Recent bias−motivated incidents at St. Cloud State University and how we have dealt with them have
attracted analysis, criticism and praise.

Not a small amount of the feedback has been positive, with expressions of thanks from students who say they
feel safer because we are confronting symbols of hate with a show of unity and support. Some believe we are
making too much of these behaviors or, worse, that we are sending out mixed messages about our campus
climate.

As the president of a campus that has a tradition of encouraging both diversity and diversity of ideas, I do not
take offense at criticism. But ours is not a racist campus, nor have I ever characterized it as such.
We apparently have a small number of people perhaps students who are behaving badly and engaging in
behavior that is immature and silly, heinous and hateful, or somewhere in between. But the vast majority of
our 16,900 students and our faculty and staff are decent people who come here to work or study hard and treat
each other with respect. They do what people on any campus do go to class, socialize, teach and learn.

Standing strong
In recent weeks we have come together as a campus community out of concern about this issue and in support
of the students and others who have felt threatened or intimidated by these acts. As a diverse community 18
percent of our faculty and 7.6 percent of our students are non−international persons of color and more than a
thousand students are from other countries we have created opportunities for education and dialogue in our
community about issues that matter to us all.

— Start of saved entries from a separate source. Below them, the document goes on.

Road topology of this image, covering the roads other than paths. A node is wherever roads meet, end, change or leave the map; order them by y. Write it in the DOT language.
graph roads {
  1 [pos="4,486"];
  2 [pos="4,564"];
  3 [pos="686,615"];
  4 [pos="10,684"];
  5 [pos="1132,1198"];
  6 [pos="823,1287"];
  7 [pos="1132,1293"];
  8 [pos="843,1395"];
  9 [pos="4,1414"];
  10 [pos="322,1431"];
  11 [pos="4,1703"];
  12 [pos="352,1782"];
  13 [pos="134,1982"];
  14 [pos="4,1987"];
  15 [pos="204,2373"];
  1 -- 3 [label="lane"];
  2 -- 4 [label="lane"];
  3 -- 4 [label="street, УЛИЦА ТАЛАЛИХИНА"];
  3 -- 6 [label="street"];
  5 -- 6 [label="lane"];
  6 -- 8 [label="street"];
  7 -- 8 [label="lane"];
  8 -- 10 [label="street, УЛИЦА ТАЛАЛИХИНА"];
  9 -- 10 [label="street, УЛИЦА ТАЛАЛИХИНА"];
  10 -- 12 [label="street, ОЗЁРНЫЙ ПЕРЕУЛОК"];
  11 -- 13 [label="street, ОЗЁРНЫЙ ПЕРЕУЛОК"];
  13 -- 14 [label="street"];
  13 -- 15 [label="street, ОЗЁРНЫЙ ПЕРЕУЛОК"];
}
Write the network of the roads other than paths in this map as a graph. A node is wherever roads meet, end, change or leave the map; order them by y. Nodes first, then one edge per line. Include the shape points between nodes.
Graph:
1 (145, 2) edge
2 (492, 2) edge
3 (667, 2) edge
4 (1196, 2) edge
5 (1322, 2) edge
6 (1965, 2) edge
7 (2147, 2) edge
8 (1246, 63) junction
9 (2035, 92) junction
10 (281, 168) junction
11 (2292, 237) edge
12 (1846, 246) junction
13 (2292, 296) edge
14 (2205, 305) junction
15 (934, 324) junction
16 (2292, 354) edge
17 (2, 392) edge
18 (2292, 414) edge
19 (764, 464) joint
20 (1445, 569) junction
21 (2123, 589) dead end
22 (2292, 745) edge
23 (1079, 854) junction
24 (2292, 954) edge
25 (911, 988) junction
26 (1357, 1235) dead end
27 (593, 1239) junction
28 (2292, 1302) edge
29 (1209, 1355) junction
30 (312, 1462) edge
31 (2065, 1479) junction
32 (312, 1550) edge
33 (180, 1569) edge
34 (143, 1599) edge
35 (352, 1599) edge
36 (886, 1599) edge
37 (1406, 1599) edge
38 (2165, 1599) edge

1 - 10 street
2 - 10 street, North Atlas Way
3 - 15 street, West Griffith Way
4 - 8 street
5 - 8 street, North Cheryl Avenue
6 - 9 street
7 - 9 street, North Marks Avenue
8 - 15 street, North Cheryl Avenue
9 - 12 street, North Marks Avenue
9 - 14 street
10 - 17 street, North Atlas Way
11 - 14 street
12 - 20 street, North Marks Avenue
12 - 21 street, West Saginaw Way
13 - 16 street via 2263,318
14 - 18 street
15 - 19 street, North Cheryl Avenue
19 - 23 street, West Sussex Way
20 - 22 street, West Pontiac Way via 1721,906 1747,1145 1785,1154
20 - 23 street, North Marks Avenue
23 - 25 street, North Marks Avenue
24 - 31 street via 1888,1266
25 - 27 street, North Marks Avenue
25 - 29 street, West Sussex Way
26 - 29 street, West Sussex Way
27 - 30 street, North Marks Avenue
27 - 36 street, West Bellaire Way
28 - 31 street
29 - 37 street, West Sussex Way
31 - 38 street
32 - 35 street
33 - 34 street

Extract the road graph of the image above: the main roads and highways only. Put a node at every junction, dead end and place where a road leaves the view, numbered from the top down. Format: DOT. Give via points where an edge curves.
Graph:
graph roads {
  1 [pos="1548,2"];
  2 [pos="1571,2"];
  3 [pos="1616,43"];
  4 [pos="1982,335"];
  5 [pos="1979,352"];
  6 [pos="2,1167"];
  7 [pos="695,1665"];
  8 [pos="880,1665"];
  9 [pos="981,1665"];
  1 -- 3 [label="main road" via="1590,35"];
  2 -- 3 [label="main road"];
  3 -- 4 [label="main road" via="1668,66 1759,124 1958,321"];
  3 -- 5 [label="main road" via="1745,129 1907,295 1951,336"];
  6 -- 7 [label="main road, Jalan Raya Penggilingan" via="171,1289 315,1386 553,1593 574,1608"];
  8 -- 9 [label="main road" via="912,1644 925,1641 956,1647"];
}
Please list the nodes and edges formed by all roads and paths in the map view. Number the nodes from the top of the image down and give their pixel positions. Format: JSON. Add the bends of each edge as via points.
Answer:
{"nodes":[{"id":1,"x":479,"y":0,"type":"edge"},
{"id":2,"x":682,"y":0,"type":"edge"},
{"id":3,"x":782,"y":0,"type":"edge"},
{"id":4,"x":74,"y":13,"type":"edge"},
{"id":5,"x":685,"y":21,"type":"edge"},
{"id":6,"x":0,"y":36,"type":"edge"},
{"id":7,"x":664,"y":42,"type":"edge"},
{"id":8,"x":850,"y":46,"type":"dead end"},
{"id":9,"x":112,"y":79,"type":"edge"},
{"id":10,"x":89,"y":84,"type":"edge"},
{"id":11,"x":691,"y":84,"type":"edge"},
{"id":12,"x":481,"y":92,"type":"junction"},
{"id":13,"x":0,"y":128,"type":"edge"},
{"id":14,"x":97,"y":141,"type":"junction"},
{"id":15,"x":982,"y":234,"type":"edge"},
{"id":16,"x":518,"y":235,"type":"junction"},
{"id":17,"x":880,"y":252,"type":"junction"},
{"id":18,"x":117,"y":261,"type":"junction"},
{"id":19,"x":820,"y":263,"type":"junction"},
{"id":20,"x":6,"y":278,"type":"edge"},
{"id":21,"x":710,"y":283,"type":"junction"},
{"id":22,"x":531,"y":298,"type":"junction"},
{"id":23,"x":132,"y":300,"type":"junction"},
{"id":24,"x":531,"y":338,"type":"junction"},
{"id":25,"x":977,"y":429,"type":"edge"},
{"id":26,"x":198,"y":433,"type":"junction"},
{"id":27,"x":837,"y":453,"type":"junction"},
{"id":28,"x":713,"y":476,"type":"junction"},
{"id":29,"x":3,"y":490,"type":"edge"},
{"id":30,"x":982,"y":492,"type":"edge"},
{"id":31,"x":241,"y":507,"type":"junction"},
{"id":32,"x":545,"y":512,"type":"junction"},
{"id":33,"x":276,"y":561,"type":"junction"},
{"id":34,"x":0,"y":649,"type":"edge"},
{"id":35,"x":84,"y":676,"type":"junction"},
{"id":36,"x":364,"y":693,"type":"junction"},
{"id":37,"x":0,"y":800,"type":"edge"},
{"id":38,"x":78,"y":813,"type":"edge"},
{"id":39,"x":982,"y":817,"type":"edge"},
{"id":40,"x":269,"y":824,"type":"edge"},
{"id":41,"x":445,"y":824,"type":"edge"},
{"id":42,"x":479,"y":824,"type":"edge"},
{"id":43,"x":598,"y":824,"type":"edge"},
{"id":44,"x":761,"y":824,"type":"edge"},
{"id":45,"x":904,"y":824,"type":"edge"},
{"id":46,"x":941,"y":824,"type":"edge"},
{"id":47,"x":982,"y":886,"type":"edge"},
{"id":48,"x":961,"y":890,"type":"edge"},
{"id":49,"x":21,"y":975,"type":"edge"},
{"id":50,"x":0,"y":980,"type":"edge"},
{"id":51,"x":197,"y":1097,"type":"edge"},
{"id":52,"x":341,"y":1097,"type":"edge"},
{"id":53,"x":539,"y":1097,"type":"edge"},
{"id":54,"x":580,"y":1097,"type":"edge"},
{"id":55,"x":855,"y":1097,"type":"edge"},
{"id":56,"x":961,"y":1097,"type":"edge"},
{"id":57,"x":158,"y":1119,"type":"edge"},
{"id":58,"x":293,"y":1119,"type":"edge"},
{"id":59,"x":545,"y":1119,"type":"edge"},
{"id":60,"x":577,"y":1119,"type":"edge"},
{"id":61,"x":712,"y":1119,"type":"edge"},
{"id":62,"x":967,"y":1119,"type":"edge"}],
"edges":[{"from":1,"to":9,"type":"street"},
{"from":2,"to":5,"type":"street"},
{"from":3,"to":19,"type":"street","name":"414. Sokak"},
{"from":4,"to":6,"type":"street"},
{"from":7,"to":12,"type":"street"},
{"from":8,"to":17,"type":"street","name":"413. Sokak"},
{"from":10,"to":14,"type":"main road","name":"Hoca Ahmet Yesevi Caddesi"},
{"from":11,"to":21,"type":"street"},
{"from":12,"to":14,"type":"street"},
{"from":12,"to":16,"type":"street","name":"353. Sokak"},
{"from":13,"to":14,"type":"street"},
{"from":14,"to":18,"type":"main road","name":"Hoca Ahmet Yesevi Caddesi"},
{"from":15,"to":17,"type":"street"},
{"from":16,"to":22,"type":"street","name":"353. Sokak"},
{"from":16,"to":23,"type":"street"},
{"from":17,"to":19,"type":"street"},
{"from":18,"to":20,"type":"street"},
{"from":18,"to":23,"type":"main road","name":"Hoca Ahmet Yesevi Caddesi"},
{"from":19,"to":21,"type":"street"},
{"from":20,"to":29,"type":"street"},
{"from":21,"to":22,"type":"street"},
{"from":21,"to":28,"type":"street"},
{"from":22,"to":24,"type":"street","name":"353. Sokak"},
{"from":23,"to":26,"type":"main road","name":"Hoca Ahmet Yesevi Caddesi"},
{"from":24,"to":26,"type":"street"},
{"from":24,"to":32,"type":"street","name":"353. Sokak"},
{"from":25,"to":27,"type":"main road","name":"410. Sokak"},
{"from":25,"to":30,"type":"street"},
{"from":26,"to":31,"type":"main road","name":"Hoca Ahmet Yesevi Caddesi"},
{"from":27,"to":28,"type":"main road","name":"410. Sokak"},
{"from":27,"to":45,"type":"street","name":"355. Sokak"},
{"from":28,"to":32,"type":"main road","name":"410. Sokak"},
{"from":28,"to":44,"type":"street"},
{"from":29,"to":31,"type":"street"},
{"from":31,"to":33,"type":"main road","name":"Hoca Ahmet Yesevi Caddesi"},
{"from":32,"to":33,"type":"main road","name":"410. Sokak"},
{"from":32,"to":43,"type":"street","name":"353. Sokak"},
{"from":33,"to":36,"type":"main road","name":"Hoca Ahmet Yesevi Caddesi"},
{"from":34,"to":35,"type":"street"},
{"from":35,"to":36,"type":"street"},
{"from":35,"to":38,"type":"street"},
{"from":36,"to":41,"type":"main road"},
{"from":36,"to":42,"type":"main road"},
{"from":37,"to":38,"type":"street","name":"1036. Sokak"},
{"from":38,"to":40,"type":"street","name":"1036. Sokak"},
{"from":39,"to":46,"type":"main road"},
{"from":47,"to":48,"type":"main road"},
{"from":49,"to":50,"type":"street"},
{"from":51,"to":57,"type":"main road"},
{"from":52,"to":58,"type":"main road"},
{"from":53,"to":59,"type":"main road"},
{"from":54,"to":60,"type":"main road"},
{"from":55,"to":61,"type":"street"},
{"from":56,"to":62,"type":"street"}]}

I might add, for the benefit of those who question how this is affecting our recruitment of new students, the
number of applications and new entering students has increased in all categories including students of color.
And despite the critics who would deter students of color from coming to this community, they do keep
coming and getting the preparation they need to take their rightful places as productive citizens in our
increasingly diverse community, state and nation.

Out in the open
As a community, in consultation with faculty, staff and student leaders, we have chosen to express our
responses to these challenges openly and just as in−your−face as the people who have scrawled swastikas on
walls where students reside and engage in activities. We've posted safety alerts and are working closely with
St. Cloud police in investigating what in some cases has been criminal activity.

For that we have drawn attention to our campus some of it unpleasant. We will continue to do so because,
while every campus and every community grapples with these same issues, we choose to bring them out into
the open and unite against the hate they represent.